§ Exercise instructions:
Say how many lines of the entries below include "AVENUE", giving nothing but that number.

§ Material provided:

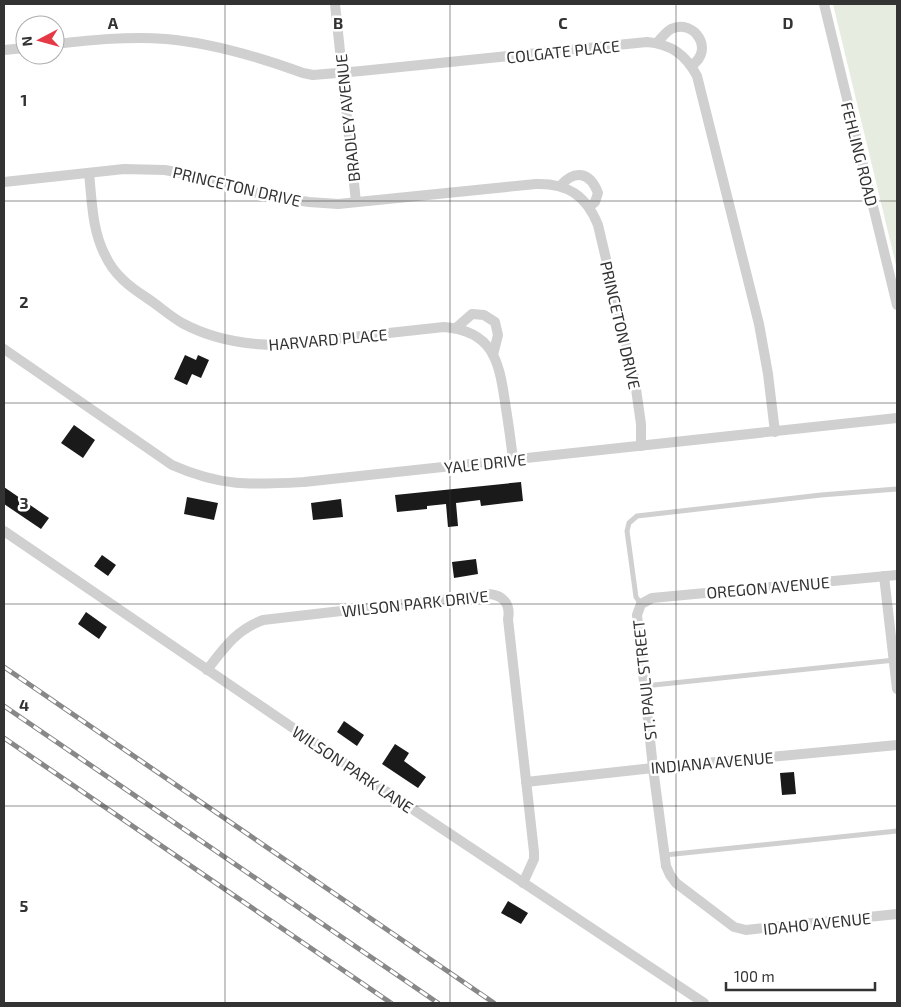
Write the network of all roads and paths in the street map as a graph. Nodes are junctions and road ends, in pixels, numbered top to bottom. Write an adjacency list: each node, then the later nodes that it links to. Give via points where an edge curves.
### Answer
1 (335, 4): 6 (street, BRADLEY AVENUE)
2 (824, 4): 12 (street, FEHLING ROAD)
3 (65, 43): 6 (street, COLGATE PLACE, via 123,38 166,39 236,51 303,73)
4 (657, 43): 5 (street, COLGATE PLACE, via 676,50); 5 (street, via 666,32 678,27 696,32 702,47 699,58); 6 (street, COLGATE PLACE)
5 (692, 65): 17 (street, via 759,324)
6 (343, 73): 10 (street, BRADLEY AVENUE)
7 (89, 173): 8 (street, PRINCETON DRIVE); 10 (street, PRINCETON DRIVE, via 124,169 165,170 212,178 281,198 338,204); 13 (street, HARVARD PLACE, via 97,235 114,271 126,284 201,332 239,343 278,345)
8 (4, 182)
9 (560, 186): 10 (street, PRINCETON DRIVE, via 536,184); 11 (street, PRINCETON DRIVE, via 581,197); 11 (street, via 574,174 583,175 595,185 598,193)
10 (356, 202)
11 (589, 207): 18 (street, PRINCETON DRIVE, via 598,225 635,382)
12 (897, 305)
13 (456, 328): 15 (street, HARVARD PLACE, via 477,337); 15 (street, HARVARD PLACE, via 472,314 484,315 495,322 498,334)
14 (4, 349): 19 (street, YALE DRIVE, via 172,465 216,481 255,485 304,482)
15 (493, 355): 19 (street, HARVARD PLACE, via 502,380)
16 (897, 418): 17 (street, YALE DRIVE)
17 (775, 432): 18 (street, YALE DRIVE)
18 (641, 446): 19 (street, YALE DRIVE)
19 (513, 460)
20 (897, 489): 24 (lane, via 636,516 627,531 636,597)
21 (4, 531): 26 (street, WILSON PARK LANE)
22 (897, 575): 23 (street, OREGON AVENUE)
23 (884, 576): 24 (street, OREGON AVENUE, via 652,598); 25 (street)
24 (641, 604): 27 (street, ST. PAUL STREET, via 637,615)
25 (896, 659): 27 (lane); 28 (street)
26 (207, 670): 31 (street, WILSON PARK DRIVE, via 241,630 263,620 496,594 508,606); 34 (street, WILSON PARK LANE)
27 (644, 686): 30 (street, ST. PAUL STREET)
28 (897, 689)
29 (897, 745): 30 (street, INDIANA AVENUE)
30 (653, 768): 31 (street, INDIANA AVENUE); 33 (street, ST. PAUL STREET)
31 (526, 782): 34 (street, WILSON PARK DRIVE, via 534,859)
32 (897, 831): 33 (lane)
33 (665, 855): 36 (street, ST. PAUL STREET, via 666,866 676,883)
34 (524, 883): 37 (street, WILSON PARK LANE)
35 (897, 914): 36 (street, IDAHO AVENUE, via 756,930)
36 (737, 928)
37 (704, 1003)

§ Exercise output:
7